(Stored items)
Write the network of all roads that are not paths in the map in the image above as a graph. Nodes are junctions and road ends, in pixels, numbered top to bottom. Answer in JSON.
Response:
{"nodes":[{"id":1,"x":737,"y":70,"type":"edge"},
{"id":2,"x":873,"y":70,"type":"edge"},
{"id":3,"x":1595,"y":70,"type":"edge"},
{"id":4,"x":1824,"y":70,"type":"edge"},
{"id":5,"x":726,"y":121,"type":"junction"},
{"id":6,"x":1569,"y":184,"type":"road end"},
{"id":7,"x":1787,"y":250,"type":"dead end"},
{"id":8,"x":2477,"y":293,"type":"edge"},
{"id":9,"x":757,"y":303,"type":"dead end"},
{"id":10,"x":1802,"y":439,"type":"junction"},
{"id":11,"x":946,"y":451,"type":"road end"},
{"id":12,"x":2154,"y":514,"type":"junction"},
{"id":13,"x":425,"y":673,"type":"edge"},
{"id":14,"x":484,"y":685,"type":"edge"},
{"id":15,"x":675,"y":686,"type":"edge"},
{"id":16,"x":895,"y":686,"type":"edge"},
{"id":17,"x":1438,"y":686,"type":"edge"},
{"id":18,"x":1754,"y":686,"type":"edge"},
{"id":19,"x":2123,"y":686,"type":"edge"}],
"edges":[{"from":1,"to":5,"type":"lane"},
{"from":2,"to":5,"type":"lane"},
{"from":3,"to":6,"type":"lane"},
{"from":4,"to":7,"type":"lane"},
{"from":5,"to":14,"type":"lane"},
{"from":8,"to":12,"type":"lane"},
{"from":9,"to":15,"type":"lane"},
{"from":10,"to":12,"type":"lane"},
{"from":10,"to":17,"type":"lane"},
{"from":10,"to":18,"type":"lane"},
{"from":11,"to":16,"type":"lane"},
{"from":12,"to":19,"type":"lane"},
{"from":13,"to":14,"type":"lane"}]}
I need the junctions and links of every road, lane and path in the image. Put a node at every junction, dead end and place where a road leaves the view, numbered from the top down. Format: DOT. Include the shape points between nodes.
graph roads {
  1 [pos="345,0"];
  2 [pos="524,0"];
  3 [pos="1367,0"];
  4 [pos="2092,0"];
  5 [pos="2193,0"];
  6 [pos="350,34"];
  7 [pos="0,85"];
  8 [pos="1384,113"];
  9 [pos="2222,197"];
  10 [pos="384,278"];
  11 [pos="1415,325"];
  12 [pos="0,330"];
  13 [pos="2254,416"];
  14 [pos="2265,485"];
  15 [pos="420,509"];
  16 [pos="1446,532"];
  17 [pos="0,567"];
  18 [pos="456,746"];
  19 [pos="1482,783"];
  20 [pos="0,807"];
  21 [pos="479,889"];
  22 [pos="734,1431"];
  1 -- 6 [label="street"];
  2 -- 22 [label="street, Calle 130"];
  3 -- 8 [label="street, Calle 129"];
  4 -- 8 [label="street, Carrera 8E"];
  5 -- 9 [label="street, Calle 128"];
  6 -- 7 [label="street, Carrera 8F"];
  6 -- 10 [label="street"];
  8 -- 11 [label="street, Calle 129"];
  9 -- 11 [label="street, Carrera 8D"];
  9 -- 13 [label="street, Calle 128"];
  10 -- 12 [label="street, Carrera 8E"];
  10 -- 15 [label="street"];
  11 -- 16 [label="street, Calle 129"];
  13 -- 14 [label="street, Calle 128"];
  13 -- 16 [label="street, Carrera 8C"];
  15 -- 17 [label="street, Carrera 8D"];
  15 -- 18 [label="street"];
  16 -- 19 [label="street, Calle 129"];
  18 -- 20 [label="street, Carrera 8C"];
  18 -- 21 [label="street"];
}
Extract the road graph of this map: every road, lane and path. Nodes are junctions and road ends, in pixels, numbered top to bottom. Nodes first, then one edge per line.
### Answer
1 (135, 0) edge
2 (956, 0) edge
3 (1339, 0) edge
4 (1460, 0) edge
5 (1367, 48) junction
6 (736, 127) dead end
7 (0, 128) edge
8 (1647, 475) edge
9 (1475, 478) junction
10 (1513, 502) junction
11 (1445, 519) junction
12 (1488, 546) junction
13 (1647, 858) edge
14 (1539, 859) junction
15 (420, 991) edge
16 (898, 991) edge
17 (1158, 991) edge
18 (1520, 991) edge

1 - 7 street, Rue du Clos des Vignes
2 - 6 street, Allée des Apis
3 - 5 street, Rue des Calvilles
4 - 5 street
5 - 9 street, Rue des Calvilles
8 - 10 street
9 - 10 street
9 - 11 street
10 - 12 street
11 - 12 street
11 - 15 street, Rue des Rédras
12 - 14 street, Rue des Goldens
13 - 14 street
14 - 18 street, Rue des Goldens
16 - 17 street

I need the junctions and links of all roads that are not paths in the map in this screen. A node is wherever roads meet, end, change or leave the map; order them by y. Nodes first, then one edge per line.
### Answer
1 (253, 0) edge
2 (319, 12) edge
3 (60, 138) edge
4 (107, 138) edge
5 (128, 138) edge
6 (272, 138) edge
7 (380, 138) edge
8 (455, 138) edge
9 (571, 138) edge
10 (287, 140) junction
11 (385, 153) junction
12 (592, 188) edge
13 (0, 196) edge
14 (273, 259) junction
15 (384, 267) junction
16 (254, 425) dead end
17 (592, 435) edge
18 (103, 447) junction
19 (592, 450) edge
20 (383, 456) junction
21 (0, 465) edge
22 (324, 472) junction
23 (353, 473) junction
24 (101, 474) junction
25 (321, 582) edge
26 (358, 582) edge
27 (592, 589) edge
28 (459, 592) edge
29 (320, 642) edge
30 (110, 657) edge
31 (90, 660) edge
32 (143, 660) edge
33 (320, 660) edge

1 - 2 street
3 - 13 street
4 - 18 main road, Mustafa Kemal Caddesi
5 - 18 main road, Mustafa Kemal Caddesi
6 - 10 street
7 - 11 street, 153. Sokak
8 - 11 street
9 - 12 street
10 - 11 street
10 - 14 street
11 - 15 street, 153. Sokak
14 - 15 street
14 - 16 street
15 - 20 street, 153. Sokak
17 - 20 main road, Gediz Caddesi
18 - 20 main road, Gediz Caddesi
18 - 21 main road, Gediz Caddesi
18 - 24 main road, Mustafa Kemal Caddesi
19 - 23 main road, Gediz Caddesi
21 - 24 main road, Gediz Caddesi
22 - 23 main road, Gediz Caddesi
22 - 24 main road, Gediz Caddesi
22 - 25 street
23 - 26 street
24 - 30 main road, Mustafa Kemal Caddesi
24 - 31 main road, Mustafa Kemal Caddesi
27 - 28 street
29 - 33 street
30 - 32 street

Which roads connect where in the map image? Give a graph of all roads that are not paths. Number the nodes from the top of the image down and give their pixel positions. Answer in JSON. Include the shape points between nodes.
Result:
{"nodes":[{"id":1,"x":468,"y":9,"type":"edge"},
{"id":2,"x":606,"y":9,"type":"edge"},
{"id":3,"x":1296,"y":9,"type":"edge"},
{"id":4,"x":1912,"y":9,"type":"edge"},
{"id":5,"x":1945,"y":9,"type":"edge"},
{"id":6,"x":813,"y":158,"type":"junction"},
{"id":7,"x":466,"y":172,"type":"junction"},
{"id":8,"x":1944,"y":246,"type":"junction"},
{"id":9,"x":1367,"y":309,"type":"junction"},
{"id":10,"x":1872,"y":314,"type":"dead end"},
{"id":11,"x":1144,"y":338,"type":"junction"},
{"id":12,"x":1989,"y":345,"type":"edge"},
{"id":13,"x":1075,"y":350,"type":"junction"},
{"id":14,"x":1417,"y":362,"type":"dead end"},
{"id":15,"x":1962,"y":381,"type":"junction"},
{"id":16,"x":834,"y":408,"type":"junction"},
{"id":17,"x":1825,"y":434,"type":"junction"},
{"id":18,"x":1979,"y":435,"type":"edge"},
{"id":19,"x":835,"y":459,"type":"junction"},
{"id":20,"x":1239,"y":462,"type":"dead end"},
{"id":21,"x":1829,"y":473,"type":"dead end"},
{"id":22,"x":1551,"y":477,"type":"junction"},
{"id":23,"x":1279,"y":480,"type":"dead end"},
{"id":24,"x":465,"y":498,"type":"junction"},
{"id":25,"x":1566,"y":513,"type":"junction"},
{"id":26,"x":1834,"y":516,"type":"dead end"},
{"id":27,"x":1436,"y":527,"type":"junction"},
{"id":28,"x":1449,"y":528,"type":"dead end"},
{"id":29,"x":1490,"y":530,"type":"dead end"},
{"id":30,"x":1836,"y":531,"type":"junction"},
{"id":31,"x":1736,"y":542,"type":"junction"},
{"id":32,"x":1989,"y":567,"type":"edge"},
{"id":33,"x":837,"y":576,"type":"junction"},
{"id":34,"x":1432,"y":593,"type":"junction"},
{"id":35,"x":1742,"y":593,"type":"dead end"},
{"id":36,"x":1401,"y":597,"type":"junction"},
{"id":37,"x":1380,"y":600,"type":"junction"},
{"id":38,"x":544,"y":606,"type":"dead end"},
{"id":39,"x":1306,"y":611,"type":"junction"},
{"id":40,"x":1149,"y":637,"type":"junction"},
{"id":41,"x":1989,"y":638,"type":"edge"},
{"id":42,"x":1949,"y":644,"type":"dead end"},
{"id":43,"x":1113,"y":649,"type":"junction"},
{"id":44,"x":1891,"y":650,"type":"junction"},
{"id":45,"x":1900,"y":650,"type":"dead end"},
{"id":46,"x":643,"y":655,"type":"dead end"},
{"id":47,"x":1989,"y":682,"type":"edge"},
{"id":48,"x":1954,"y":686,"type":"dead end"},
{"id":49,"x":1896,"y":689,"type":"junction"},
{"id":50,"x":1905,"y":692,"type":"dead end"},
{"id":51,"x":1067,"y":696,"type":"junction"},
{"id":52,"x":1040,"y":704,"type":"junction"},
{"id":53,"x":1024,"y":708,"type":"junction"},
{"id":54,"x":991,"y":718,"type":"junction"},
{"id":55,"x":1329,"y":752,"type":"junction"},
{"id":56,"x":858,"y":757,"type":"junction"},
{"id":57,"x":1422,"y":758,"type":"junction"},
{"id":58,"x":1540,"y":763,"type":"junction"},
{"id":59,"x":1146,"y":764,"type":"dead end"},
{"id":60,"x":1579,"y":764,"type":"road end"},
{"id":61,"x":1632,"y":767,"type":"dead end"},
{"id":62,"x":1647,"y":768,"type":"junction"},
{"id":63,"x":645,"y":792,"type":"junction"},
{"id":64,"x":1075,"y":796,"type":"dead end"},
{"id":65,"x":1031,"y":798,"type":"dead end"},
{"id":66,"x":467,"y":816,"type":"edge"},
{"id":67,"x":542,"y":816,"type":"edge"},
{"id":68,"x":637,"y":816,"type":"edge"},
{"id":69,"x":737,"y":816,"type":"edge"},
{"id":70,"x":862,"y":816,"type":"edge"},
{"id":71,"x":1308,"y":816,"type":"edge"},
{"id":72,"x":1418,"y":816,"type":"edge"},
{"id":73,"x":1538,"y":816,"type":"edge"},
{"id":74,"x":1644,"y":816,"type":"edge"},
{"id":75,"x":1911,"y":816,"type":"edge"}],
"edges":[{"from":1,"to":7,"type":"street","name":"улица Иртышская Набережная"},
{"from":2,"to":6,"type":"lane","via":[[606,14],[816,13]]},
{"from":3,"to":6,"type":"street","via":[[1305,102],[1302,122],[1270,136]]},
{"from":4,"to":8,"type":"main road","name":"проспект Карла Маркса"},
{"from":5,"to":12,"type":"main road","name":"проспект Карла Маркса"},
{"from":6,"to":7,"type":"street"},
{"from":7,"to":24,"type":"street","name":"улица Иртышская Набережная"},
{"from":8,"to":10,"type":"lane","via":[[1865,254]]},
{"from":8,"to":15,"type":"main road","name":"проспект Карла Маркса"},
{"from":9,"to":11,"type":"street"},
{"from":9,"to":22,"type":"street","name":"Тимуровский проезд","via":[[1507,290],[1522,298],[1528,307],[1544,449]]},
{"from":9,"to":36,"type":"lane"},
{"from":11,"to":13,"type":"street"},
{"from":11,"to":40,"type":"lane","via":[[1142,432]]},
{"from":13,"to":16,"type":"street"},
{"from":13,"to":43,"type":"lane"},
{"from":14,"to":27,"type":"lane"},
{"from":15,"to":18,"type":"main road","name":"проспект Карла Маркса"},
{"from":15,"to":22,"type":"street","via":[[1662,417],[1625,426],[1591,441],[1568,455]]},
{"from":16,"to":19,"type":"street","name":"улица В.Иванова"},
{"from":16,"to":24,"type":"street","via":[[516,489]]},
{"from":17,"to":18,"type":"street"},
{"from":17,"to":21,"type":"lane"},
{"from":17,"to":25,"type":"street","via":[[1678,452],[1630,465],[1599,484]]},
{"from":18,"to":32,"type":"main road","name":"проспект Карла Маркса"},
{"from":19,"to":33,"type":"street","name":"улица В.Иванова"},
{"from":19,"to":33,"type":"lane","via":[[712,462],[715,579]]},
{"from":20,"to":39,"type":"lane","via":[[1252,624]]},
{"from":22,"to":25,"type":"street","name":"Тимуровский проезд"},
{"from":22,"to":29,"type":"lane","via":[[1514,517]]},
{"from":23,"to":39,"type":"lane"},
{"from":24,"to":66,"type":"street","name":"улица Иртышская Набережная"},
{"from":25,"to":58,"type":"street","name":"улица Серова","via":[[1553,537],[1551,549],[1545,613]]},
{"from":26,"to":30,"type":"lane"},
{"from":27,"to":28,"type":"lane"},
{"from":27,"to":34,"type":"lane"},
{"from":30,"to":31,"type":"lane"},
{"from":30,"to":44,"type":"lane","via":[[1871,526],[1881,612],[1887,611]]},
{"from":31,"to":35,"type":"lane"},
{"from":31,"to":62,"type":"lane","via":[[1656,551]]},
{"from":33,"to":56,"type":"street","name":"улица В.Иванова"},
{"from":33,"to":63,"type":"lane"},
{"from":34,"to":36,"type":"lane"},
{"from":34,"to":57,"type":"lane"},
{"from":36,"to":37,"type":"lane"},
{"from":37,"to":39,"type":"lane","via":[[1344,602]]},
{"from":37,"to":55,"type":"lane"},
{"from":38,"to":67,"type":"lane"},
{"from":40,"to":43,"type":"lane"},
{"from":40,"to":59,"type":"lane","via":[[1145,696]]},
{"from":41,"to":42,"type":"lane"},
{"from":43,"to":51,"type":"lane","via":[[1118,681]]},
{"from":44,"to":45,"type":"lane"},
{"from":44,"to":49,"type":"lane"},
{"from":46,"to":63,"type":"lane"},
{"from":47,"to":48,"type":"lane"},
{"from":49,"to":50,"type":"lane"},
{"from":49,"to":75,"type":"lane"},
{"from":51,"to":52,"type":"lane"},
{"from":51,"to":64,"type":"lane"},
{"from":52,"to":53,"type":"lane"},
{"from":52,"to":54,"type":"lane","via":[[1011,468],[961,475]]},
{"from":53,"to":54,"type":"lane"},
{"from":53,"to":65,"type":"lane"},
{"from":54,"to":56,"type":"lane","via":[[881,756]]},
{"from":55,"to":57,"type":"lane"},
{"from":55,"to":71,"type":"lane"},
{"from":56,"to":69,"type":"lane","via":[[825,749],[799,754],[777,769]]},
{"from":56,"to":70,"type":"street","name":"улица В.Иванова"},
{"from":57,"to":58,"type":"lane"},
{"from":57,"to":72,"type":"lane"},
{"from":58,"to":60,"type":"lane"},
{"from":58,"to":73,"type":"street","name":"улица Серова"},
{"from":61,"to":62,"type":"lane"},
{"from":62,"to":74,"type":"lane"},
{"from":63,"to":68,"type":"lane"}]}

▶ [What this task involves]: Copy out every line of the data where the word "Carrera" occurs.

▶ [Result below]:
  4 -- 8 [label="street, Carrera 8E"];
  6 -- 7 [label="street, Carrera 8F"];
  9 -- 11 [label="street, Carrera 8D"];
  10 -- 12 [label="street, Carrera 8E"];
  13 -- 16 [label="street, Carrera 8C"];
  15 -- 17 [label="street, Carrera 8D"];
  18 -- 20 [label="street, Carrera 8C"];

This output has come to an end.